Cooper’s art radiates a warmth that is partly grounded in capturing the individuality of the figures on the pages. He typically used models, often drawing his sons, their friends, and family members. In an interview with Brown Bookshelf, he explained that “I tend to focus on the humanity of my subjects, the details of expression that add a certain reality to the work. Real faces = real art. That’s the goal anyway.” The uniqueness of the brown faces in every book linger in the mind.In Sprouting Wings: The True Story of James Herman Banning, the First African American Pilot to Fly Across the United States by Louisa Jaggar and Shari Becker (New York: Crown, 2021), the reader also feels the young pilot’s excitement when he pulls the plane up off the ground for the first time.
The climax of Ben and the Emancipation Proclamation by Pat Sherman (Grand Rapids: Eerdmans, 2010) shows the moment in the slave prison when young Benjamin Holmes no longer has to conceal his ability to read. One night word gets around the prison that Abraham Lincoln has freed the slaves and the illiterate inmates pool their money to buy a newspaper to see if the rumor is true. They ask Ben to read it to them and he does so with all the gravity the occasion demands.

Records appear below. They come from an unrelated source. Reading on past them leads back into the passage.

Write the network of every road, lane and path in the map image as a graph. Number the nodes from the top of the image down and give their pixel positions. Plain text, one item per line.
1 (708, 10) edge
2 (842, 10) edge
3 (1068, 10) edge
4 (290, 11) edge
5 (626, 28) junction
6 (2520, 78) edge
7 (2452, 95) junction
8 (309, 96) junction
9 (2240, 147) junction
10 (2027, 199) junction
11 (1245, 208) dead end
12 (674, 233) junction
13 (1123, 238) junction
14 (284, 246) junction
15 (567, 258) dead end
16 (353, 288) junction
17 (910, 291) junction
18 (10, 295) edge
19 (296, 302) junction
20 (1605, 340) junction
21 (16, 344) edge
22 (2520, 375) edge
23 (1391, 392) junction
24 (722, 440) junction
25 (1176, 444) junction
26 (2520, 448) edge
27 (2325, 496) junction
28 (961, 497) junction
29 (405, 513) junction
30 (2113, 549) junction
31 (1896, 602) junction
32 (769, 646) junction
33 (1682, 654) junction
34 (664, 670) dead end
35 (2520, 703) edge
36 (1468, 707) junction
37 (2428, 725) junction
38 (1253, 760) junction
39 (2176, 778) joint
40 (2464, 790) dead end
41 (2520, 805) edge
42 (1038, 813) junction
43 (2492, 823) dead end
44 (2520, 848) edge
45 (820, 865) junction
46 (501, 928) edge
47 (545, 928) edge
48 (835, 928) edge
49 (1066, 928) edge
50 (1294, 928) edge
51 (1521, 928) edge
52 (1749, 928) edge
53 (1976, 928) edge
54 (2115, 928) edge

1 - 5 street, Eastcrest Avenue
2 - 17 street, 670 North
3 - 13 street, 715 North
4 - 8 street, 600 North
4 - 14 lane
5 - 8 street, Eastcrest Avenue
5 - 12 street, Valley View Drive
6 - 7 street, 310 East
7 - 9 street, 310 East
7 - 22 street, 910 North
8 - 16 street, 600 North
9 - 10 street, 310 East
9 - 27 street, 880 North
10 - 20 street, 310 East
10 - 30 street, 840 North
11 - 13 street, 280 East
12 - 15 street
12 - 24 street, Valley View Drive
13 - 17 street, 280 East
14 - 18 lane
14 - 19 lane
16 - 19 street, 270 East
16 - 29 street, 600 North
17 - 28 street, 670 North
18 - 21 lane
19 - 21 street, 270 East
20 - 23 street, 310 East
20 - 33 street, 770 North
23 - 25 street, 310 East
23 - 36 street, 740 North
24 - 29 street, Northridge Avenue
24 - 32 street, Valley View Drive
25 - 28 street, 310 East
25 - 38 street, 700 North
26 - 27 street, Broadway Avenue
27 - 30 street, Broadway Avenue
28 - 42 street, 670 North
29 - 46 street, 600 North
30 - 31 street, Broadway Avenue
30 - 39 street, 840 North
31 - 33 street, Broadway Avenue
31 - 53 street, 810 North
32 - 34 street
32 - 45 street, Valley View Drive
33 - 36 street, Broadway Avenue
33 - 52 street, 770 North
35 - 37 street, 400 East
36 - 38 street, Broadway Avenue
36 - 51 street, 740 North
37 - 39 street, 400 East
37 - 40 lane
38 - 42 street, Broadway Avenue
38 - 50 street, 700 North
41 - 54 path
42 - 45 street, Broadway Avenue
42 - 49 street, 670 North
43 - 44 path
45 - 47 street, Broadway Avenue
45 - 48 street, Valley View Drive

Hands as a symbol of the dignity of work recurs in Cooper’s art. Charles R. Smith Jr. tells the story of enslaved men’s unappreciated contribution to the construction of the White House in Brick by Brick (New York: Amistad, 2013). Cooper draws hands skillfully wielding tools, lifting heavy burdens, and perhaps most poignantly, mixing clay, sand, and water to make bricks. The weary boy looks at some point in the distance as he works.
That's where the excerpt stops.